男の隣で寝ていた女はその瞼を開く。男は女に背を向けて寝ていた。呼吸と共に小さく揺れるその背中には女のすがった爪痕が残されており生身の柔肌はふたりの間に何があったのかを物語る。
女はその背を見つめたまま後ろ手に自身の荷物を漁り、鈍く月光を照り返す小型のナイフを取り出した。目の前の男は歴戦の冒険者だというが、例えどれほど強い人間だろうと首を切ってしまえばそれで──
「やめとけよ」
「!」
ギシリ、と。女の動揺でベッドが軋んだ。男は女に背を向けたまま言葉を連ね、女は呼吸を忘れる。
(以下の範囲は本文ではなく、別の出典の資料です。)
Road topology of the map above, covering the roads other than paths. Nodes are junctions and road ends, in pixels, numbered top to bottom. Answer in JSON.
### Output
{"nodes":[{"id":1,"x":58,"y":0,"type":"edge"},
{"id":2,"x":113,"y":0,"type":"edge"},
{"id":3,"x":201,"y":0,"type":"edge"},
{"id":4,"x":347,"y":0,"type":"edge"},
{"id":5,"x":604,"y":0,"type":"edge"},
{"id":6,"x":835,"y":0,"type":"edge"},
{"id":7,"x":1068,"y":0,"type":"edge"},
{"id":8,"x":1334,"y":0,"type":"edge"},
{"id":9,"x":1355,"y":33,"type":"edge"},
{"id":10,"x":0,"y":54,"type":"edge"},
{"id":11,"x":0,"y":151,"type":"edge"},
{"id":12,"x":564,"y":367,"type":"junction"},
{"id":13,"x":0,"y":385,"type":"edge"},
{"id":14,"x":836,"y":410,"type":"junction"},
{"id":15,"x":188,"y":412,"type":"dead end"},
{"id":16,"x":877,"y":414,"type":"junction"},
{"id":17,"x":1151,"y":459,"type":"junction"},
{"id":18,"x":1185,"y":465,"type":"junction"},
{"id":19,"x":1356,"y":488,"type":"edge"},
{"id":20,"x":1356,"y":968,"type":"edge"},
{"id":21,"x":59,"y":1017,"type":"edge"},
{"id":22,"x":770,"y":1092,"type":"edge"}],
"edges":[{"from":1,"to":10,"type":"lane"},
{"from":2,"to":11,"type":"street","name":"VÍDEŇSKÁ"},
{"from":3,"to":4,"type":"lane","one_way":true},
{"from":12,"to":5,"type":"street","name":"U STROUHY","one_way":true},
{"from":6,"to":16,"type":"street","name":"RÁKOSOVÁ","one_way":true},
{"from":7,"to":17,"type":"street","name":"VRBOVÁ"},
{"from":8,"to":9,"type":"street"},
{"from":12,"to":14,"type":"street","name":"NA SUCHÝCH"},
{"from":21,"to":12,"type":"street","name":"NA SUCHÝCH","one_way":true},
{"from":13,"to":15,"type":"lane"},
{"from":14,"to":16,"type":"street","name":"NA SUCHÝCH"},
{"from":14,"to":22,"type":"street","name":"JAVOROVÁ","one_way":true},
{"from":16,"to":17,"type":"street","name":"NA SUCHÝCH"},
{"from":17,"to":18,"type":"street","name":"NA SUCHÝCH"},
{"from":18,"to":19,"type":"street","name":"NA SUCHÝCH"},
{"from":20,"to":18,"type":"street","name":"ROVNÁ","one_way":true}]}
「そんな小刀じゃ俺は殺せない。……試してもらってもいいが自分の命を粗末に扱うだけだぜ」
「……」
「おおかた、金に目でも眩んだんだろ。命が惜しいなら“ソレ”をしまってさっさと眠れ。朝までぐっすり、な」
「……」
男はそれきり黙り込み、女も言葉を発せずにいた。いつから、と女は胸のうちでひとりごちる。この手の仕事は手慣れており一度も殺気を見せなかったはずなのに……。女は疑問を投げかけたかったが男の背はこれ以上話す気は無いと沈黙を示していた。
気付かれ釘を刺されてしまった以上深追いは自分の命を危険に晒すだけだ。女は諦めてナイフを遠くに投げ棄てた。床に当たって響く反響音がもう敵意は無いことを知らしめる。女は幾ばくかどうするか迷い──男の背に頬を寄せた。きっと今がこの背にすがれる最後の夜だから、と。
明くる朝、女は残されたメモを見て唇を歪める。
「ひどい男」
サイドテーブルには昨夜投げ棄てたはずのナイフとメモが置かれていた。『落とし物』とだけ書かれたメモが。